# [TASK TO CARRY OUT]
What is the number of lines in the data holding the word "Sammallahdentie"? Give that number by itself.

(Stored data)
▬▬▬▬▬▬

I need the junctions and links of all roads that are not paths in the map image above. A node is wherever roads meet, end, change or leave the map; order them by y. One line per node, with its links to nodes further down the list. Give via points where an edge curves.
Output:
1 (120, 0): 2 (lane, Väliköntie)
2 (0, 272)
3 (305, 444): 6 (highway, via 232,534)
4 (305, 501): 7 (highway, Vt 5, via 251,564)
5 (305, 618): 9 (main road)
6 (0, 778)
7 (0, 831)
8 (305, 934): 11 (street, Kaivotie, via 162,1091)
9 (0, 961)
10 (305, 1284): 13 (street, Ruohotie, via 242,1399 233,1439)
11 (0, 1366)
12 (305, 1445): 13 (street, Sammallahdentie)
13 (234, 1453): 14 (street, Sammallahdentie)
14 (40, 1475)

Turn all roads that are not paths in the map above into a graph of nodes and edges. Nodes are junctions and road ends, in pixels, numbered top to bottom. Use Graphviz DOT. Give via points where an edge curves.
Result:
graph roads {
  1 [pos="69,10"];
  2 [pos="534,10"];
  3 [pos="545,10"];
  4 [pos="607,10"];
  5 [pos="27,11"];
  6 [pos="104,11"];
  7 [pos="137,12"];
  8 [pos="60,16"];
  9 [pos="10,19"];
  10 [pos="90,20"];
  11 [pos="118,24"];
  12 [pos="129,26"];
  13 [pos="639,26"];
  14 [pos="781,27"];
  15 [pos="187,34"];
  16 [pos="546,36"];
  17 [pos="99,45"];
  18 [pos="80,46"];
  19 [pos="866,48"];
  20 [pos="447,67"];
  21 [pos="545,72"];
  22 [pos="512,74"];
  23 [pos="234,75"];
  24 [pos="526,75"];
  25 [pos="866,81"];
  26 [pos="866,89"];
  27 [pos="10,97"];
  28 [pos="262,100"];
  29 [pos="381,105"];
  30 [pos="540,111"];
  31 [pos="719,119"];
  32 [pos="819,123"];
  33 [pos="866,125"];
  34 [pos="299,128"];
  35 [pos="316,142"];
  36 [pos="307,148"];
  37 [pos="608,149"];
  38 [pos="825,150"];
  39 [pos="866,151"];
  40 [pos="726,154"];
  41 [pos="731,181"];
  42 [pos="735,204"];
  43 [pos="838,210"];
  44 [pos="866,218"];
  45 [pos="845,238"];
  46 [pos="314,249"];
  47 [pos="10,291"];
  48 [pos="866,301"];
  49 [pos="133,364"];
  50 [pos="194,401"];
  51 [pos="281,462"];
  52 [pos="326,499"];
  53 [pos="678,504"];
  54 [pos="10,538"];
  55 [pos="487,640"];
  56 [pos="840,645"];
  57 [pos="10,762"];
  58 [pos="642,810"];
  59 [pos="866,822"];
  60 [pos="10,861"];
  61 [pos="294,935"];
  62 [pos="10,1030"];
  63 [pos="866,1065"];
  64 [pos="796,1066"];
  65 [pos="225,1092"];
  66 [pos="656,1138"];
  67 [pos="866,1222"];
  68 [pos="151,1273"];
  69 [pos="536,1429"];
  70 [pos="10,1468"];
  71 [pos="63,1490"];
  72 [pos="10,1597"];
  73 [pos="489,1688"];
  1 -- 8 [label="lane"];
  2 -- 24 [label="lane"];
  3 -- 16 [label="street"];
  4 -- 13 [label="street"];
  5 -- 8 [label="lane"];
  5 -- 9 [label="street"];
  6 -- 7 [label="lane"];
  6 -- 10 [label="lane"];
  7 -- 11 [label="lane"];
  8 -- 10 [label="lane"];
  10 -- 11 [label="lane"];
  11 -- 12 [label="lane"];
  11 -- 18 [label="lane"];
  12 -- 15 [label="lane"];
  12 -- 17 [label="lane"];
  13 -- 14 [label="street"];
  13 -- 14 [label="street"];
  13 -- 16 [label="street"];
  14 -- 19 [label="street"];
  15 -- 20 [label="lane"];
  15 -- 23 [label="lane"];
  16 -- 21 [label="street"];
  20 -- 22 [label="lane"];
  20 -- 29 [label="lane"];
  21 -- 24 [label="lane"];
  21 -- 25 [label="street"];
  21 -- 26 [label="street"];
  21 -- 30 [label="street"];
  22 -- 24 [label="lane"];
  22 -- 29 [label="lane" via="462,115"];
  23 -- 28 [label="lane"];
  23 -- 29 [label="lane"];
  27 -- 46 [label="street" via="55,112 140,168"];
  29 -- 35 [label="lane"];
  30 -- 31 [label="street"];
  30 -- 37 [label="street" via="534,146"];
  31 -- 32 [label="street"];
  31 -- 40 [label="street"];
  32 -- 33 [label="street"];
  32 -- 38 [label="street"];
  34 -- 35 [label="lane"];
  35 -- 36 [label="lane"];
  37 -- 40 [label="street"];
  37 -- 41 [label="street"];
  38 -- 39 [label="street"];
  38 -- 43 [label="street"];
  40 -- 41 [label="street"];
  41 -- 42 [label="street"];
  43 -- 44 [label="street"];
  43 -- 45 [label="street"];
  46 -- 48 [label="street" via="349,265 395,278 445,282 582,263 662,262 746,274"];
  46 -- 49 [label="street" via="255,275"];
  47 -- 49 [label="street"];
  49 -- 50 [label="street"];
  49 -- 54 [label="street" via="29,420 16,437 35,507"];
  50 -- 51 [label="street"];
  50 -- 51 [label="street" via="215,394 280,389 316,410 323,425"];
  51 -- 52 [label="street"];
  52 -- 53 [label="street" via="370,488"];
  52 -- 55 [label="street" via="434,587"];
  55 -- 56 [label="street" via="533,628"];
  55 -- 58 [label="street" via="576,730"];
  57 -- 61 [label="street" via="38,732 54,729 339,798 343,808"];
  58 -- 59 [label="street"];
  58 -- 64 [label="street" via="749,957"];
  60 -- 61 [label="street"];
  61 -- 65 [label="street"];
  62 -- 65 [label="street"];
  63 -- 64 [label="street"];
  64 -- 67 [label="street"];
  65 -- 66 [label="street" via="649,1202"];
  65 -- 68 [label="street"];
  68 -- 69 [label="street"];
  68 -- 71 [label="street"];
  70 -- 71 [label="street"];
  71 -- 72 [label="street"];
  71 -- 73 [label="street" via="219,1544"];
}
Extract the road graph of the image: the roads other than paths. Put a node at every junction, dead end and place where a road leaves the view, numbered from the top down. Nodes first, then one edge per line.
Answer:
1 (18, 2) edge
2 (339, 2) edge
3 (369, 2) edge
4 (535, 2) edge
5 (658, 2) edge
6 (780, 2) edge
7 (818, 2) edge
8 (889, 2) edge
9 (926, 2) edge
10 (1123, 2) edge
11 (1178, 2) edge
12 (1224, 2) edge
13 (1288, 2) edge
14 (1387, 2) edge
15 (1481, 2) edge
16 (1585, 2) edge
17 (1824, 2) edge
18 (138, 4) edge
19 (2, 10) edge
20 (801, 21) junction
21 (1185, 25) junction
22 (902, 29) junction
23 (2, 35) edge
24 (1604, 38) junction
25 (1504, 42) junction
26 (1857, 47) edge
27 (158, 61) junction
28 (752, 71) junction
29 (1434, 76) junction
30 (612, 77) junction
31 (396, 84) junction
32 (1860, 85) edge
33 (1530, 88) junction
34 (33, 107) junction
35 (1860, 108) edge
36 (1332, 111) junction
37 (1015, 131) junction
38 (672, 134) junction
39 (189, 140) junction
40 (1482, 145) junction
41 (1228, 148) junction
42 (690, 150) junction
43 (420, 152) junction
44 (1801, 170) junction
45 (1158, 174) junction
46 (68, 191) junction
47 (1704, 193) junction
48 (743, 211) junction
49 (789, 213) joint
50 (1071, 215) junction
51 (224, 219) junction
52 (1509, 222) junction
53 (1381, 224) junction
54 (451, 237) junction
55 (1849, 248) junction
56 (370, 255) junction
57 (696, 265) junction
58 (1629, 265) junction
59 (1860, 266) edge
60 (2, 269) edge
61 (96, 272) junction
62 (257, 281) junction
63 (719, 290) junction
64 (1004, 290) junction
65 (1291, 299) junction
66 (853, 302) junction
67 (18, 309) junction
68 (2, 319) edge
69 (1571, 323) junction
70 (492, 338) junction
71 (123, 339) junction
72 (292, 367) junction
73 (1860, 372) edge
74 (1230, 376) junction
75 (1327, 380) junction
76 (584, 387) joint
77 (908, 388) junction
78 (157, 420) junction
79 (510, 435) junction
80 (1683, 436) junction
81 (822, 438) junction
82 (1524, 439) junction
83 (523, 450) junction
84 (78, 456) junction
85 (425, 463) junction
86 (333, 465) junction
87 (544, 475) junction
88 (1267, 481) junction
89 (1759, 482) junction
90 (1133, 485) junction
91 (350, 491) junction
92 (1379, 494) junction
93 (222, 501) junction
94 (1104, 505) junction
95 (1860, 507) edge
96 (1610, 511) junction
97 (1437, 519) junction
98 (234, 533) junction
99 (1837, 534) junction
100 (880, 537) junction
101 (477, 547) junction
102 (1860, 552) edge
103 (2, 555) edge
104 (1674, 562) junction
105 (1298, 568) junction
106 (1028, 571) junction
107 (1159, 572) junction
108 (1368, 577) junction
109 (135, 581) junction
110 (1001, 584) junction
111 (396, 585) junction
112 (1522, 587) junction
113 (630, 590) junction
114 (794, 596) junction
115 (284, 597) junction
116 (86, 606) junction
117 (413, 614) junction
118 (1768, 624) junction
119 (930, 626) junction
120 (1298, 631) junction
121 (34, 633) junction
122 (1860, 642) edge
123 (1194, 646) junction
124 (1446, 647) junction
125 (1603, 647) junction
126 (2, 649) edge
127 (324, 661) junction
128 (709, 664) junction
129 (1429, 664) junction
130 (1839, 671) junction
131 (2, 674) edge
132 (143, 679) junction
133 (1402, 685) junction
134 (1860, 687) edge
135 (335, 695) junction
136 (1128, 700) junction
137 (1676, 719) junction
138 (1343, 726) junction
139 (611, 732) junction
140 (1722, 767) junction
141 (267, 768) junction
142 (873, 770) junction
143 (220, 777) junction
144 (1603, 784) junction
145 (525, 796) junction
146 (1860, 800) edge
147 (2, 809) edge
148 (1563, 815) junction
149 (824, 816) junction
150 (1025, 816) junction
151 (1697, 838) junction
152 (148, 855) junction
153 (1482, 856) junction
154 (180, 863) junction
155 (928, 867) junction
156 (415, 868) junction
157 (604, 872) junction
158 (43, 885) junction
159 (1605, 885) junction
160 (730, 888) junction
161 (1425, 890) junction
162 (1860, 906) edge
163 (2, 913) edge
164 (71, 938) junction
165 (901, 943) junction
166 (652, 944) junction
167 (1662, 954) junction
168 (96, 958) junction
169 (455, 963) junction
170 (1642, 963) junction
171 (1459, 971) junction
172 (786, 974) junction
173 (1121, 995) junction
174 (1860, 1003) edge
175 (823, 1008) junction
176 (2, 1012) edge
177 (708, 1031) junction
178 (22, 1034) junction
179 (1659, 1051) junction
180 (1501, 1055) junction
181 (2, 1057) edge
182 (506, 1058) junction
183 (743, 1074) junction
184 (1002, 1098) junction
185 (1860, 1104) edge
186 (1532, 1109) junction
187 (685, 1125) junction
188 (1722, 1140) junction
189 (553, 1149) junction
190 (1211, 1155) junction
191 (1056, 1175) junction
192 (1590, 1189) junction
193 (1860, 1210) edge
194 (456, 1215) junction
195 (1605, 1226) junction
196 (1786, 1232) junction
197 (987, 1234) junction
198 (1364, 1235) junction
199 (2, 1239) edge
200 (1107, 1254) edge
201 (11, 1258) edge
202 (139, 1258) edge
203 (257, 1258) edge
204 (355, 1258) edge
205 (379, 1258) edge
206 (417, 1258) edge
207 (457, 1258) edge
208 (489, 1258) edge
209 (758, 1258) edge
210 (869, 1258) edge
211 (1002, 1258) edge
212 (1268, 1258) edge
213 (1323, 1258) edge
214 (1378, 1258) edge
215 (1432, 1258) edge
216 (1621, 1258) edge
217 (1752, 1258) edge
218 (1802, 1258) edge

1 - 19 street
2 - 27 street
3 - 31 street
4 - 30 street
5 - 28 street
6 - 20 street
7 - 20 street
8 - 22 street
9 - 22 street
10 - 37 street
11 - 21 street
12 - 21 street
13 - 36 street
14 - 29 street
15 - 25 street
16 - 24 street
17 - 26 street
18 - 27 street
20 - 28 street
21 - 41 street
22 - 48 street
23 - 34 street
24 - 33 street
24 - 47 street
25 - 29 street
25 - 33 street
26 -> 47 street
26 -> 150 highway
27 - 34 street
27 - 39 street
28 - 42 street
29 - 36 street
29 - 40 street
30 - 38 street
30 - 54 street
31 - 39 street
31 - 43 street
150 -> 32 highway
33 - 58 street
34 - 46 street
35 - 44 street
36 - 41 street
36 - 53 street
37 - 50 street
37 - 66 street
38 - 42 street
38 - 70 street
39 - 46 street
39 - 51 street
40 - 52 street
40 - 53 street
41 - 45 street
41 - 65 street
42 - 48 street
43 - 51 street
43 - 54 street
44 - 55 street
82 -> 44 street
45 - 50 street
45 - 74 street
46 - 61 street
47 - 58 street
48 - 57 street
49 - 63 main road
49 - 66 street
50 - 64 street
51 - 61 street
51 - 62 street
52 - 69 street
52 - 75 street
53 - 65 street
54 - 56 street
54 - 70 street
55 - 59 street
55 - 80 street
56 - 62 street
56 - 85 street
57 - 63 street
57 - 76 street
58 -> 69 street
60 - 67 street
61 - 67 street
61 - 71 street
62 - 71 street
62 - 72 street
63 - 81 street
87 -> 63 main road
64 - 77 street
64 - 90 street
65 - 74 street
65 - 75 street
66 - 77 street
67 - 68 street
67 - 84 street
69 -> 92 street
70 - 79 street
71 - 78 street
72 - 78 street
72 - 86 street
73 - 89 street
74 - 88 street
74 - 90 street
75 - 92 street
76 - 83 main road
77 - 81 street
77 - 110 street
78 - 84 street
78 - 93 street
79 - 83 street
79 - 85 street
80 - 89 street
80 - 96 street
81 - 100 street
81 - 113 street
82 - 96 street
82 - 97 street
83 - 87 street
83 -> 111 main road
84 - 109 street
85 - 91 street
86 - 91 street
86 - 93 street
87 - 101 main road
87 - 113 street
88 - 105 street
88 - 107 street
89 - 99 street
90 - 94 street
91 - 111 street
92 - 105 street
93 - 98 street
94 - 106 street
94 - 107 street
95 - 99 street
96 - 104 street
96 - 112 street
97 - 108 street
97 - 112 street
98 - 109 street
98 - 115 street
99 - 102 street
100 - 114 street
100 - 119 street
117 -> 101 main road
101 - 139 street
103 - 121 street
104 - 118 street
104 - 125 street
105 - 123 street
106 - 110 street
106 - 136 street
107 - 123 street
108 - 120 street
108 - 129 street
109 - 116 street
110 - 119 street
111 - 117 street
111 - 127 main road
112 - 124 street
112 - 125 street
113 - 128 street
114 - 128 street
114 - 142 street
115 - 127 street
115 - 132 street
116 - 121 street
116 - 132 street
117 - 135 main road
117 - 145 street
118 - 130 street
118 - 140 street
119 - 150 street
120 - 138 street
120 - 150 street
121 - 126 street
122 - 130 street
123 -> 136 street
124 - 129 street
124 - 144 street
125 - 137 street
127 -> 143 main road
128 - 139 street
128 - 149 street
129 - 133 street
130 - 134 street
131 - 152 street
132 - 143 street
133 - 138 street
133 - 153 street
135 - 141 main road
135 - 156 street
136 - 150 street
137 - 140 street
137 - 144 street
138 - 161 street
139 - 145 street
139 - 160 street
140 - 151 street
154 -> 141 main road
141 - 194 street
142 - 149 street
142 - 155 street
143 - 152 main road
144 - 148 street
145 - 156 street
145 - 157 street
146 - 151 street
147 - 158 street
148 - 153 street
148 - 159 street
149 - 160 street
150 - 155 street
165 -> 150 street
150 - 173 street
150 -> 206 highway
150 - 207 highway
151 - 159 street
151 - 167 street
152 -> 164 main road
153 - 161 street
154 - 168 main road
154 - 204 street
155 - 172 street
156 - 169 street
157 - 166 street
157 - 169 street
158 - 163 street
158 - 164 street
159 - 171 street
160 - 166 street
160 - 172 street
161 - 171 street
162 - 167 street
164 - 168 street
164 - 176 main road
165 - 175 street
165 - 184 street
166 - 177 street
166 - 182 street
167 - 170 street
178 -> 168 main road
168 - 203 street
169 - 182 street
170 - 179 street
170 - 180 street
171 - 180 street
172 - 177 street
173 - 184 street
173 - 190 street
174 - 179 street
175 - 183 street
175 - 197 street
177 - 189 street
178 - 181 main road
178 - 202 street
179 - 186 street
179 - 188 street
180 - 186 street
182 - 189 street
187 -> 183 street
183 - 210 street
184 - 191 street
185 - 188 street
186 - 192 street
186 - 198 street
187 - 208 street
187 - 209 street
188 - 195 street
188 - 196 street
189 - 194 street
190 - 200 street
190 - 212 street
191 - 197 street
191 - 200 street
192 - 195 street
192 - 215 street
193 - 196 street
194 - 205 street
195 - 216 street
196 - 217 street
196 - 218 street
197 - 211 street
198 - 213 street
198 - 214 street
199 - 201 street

▬▬▬▬▬▬

# [TASK RESULT]
2